(Saved data entries)

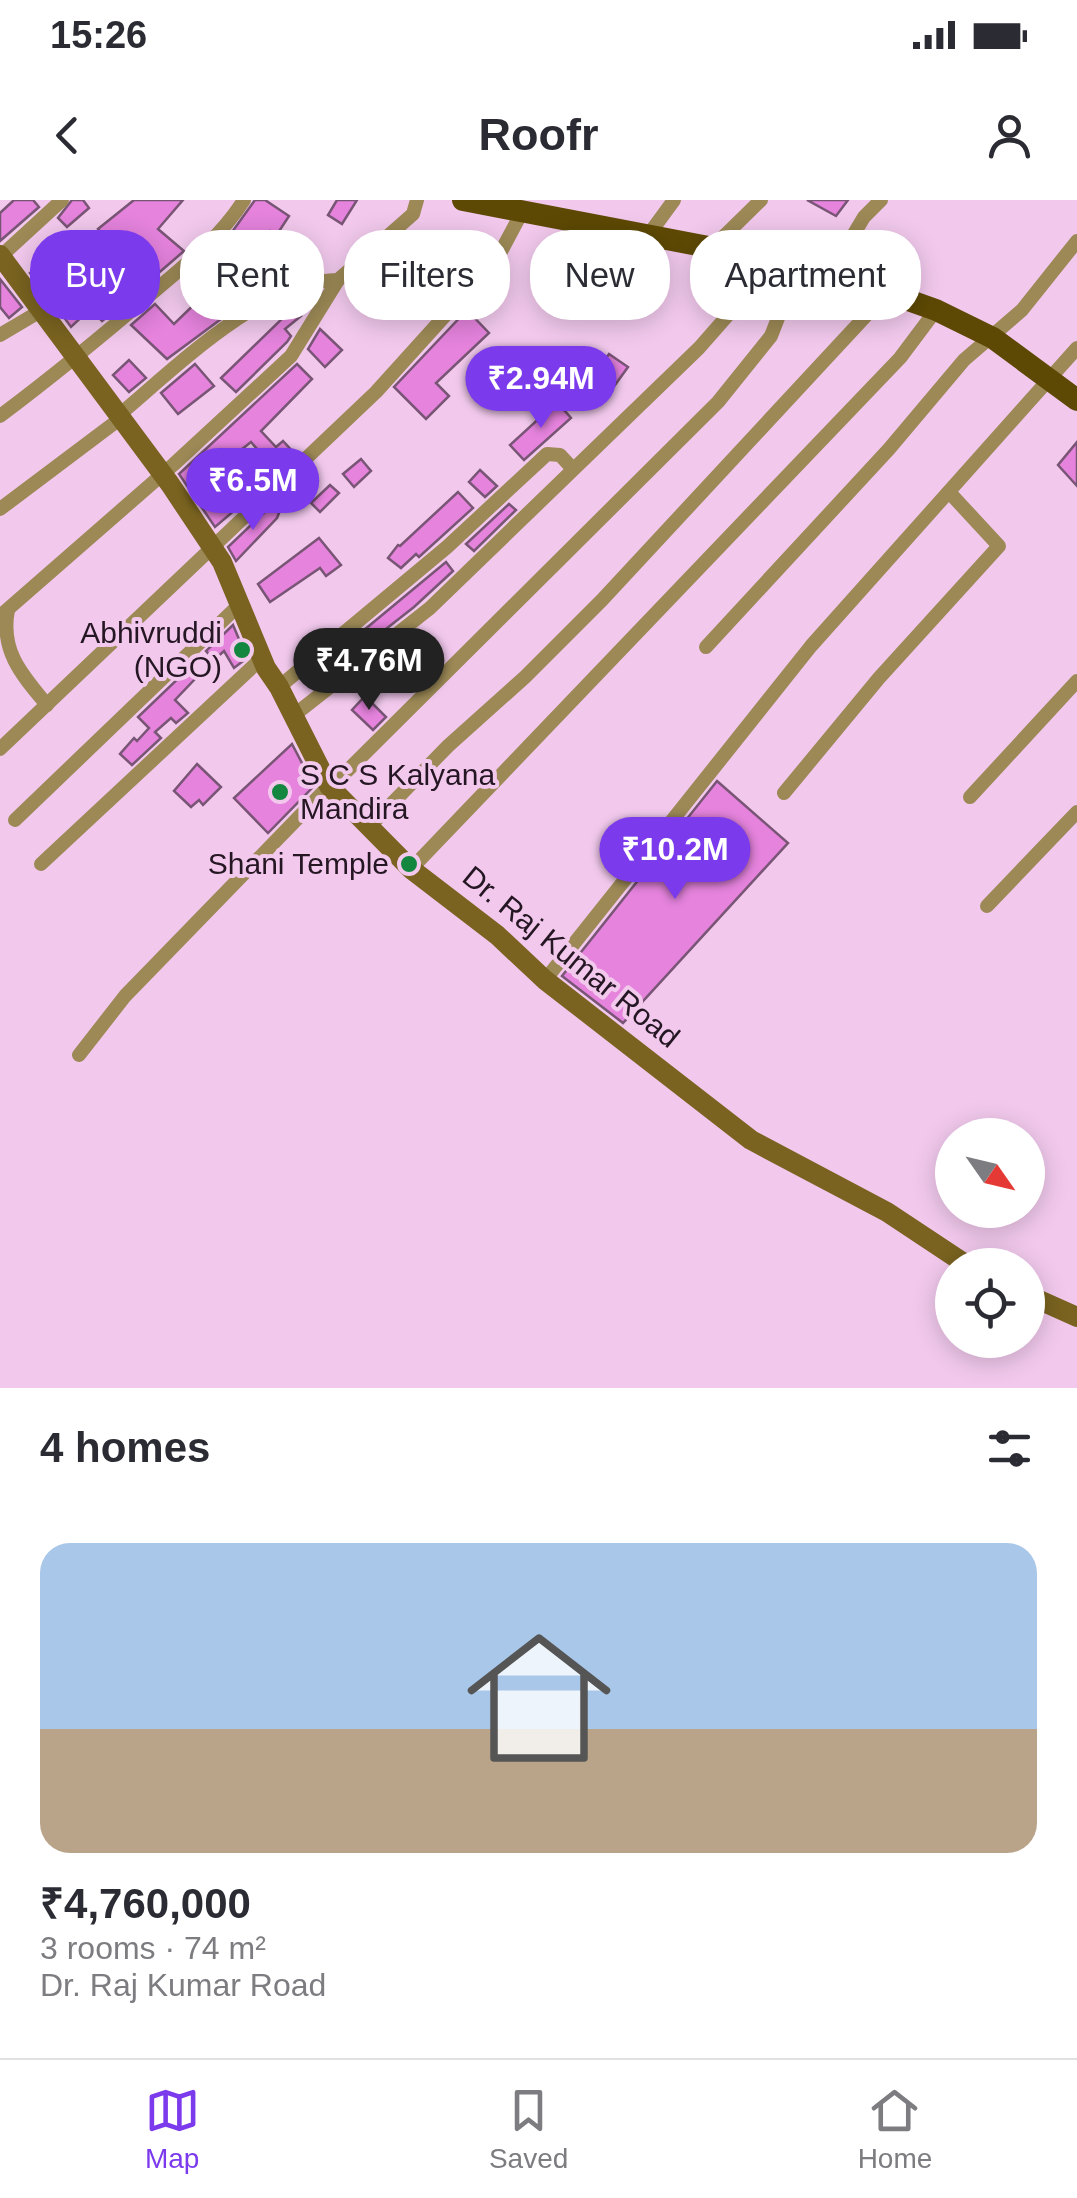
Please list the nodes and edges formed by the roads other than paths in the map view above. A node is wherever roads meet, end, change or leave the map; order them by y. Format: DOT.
graph roads {
  1 [pos="62,200"];
  2 [pos="244,200"];
  3 [pos="416,200"];
  4 [pos="463,200"];
  5 [pos="674,200"];
  6 [pos="761,200"];
  7 [pos="881,200"];
  8 [pos="522,212"];
  9 [pos="612,230"];
  10 [pos="652,230"];
  11 [pos="730,230"];
  12 [pos="856,230"];
  13 [pos="1077,242"];
  14 [pos="0,256"];
  15 [pos="338,280"];
  16 [pos="160,286"];
  17 [pos="30,296"];
  18 [pos="921,305"];
  19 [pos="936,310"];
  20 [pos="30,316"];
  21 [pos="48,320"];
  22 [pos="121,320"];
  23 [pos="724,320"];
  24 [pos="779,320"];
  25 [pos="862,320"];
  26 [pos="0,335"];
  27 [pos="993,338"];
  28 [pos="1077,348"];
  29 [pos="77,358"];
  30 [pos="1051,381"];
  31 [pos="1077,400"];
  32 [pos="0,416"];
  33 [pos="120,416"];
  34 [pos="573,469"];
  35 [pos="162,474"];
  36 [pos="949,492"];
  37 [pos="0,510"];
  38 [pos="211,546"];
  39 [pos="239,605"];
  40 [pos="4,613"];
  41 [pos="706,647"];
  42 [pos="262,659"];
  43 [pos="1077,681"];
  44 [pos="279,688"];
  45 [pos="47,705"];
  46 [pos="293,716"];
  47 [pos="0,749"];
  48 [pos="328,786"];
  49 [pos="784,794"];
  50 [pos="970,797"];
  51 [pos="1077,812"];
  52 [pos="15,820"];
  53 [pos="370,828"];
  54 [pos="41,864"];
  55 [pos="411,868"];
  56 [pos="988,906"];
  57 [pos="544,980"];
  58 [pos="79,1055"];
  59 [pos="941,1248"];
  60 [pos="1045,1303"];
  61 [pos="1077,1317"];
  1 -- 14 [label="street"];
  2 -- 16 [label="street"];
  3 -- 15 [label="street"];
  4 -- 8 [label="main road"];
  5 -- 10 [label="street"];
  6 -- 11 [label="street"];
  7 -- 12 [label="street"];
  8 -- 9 [label="main road"];
  8 -- 38 [label="street"];
  13 -- 27 [label="street"];
  14 -- 17 [label="street, Dr. Raj Kumar Road"];
  15 -- 33 [label="street"];
  15 -- 35 [label="street"];
  18 -- 19 [label="main road"];
  19 -- 27 [label="main road"];
  19 -- 55 [label="street"];
  20 -- 26 [label="street"];
  21 -- 29 [label="street, Dr. Raj Kumar Road"];
  22 -- 29 [label="street"];
  23 -- 34 [label="street"];
  24 -- 48 [label="street"];
  25 -- 53 [label="street"];
  27 -- 30 [label="main road"];
  27 -- 41 [label="street"];
  28 -- 30 [label="street"];
  29 -- 32 [label="street"];
  29 -- 33 [label="street, Dr. Raj Kumar Road"];
  30 -- 31 [label="main road"];
  30 -- 36 [label="street"];
  33 -- 35 [label="street, Dr. Raj Kumar Road"];
  33 -- 37 [label="street"];
  34 -- 44 [label="street"];
  34 -- 46 [label="street"];
  35 -- 38 [label="street, Dr. Raj Kumar Road"];
  35 -- 40 [label="street"];
  36 -- 49 [label="street"];
  36 -- 57 [label="street"];
  38 -- 39 [label="street, Dr. Raj Kumar Road"];
  38 -- 45 [label="street"];
  39 -- 42 [label="street, Dr. Raj Kumar Road"];
  39 -- 52 [label="street"];
  40 -- 45 [label="street"];
  42 -- 44 [label="street, Dr. Raj Kumar Road"];
  42 -- 54 [label="street"];
  43 -- 50 [label="street"];
  44 -- 46 [label="street, Dr. Raj Kumar Road"];
  45 -- 47 [label="street"];
  46 -- 48 [label="street, Dr. Raj Kumar Road"];
  48 -- 53 [label="street, Dr. Raj Kumar Road"];
  48 -- 58 [label="street"];
  51 -- 56 [label="street"];
  53 -- 55 [label="street, Dr. Raj Kumar Road"];
  55 -- 57 [label="street, Dr. Raj Kumar Road"];
  57 -- 59 [label="street, Dr. Raj Kumar Road"];
  60 -- 61 [label="street"];
}
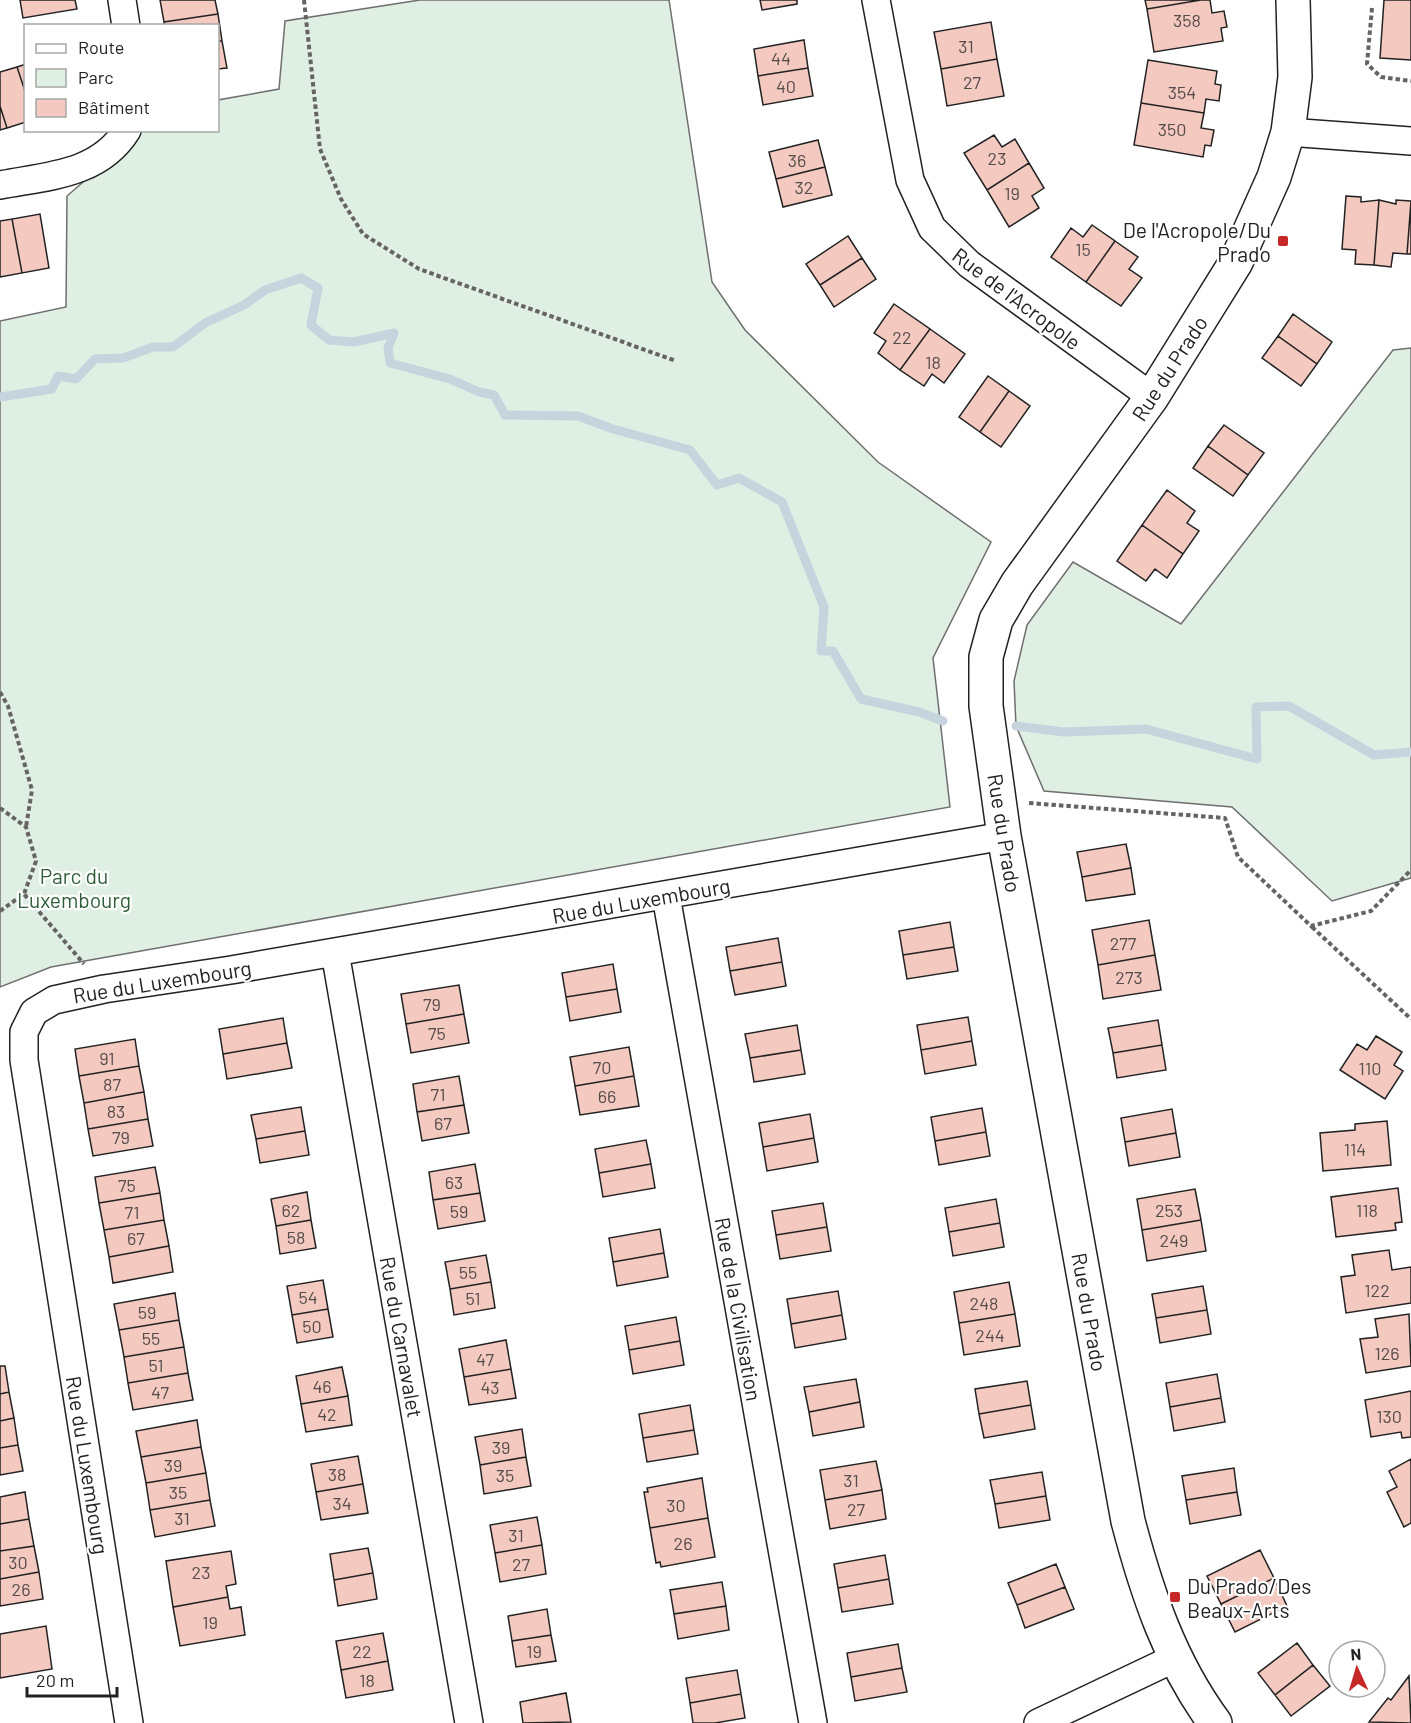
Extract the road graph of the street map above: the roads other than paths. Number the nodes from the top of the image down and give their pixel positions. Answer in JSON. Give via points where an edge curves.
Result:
{"nodes":[{"id":1,"x":122,"y":0,"type":"edge"},
{"id":2,"x":876,"y":0,"type":"edge"},
{"id":3,"x":1293,"y":0,"type":"edge"},
{"id":4,"x":126,"y":24,"type":"edge"},
{"id":5,"x":126,"y":132,"type":"edge"},
{"id":6,"x":1288,"y":132,"type":"junction"},
{"id":7,"x":1411,"y":141,"type":"edge"},
{"id":8,"x":0,"y":185,"type":"edge"},
{"id":9,"x":1152,"y":397,"type":"junction"},
{"id":10,"x":1002,"y":821,"type":"junction"},
{"id":11,"x":666,"y":896,"type":"junction"},
{"id":12,"x":335,"y":952,"type":"junction"},
{"id":13,"x":1174,"y":1658,"type":"junction"},
{"id":14,"x":129,"y":1723,"type":"edge"},
{"id":15,"x":469,"y":1723,"type":"edge"},
{"id":16,"x":813,"y":1723,"type":"edge"},
{"id":17,"x":1038,"y":1723,"type":"edge"},
{"id":18,"x":1215,"y":1723,"type":"edge"}],
"edges":[{"from":1,"to":4,"type":"street"},
{"from":2,"to":9,"type":"street","name":"Rue de l'Acropole","via":[[910,180],[932,228],[969,264]]},
{"from":3,"to":6,"type":"street","name":"Rue du Prado","via":[[1295,77]]},
{"from":5,"to":8,"type":"street","via":[[118,146],[97,162],[73,171]]},
{"from":6,"to":7,"type":"street"},
{"from":6,"to":9,"type":"street","name":"Rue du Prado","via":[[1274,177],[1236,262]]},
{"from":9,"to":10,"type":"street","name":"Rue du Prado","via":[[1017,584],[996,620],[986,657],[986,706]]},
{"from":10,"to":11,"type":"street","name":"Rue du Luxembourg"},
{"from":10,"to":13,"type":"street","name":"Rue du Prado","via":[[1128,1521],[1155,1613]]},
{"from":11,"to":12,"type":"street","name":"Rue du Luxembourg"},
{"from":11,"to":16,"type":"street","name":"Rue de la Civilisation"},
{"from":12,"to":14,"type":"street","name":"Rue du Luxembourg","via":[[104,988],[54,1000],[34,1012],[24,1032],[24,1060]]},
{"from":12,"to":15,"type":"street","name":"Rue du Carnavalet"},
{"from":13,"to":17,"type":"street"},
{"from":13,"to":18,"type":"street","name":"Rue du Prado"}]}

■ TASK DIRECTIONS: Look through the data above for lines holding the word "Luxembourg". State how many there are and nothing else.

■ EXERCISE RESPONSE: 3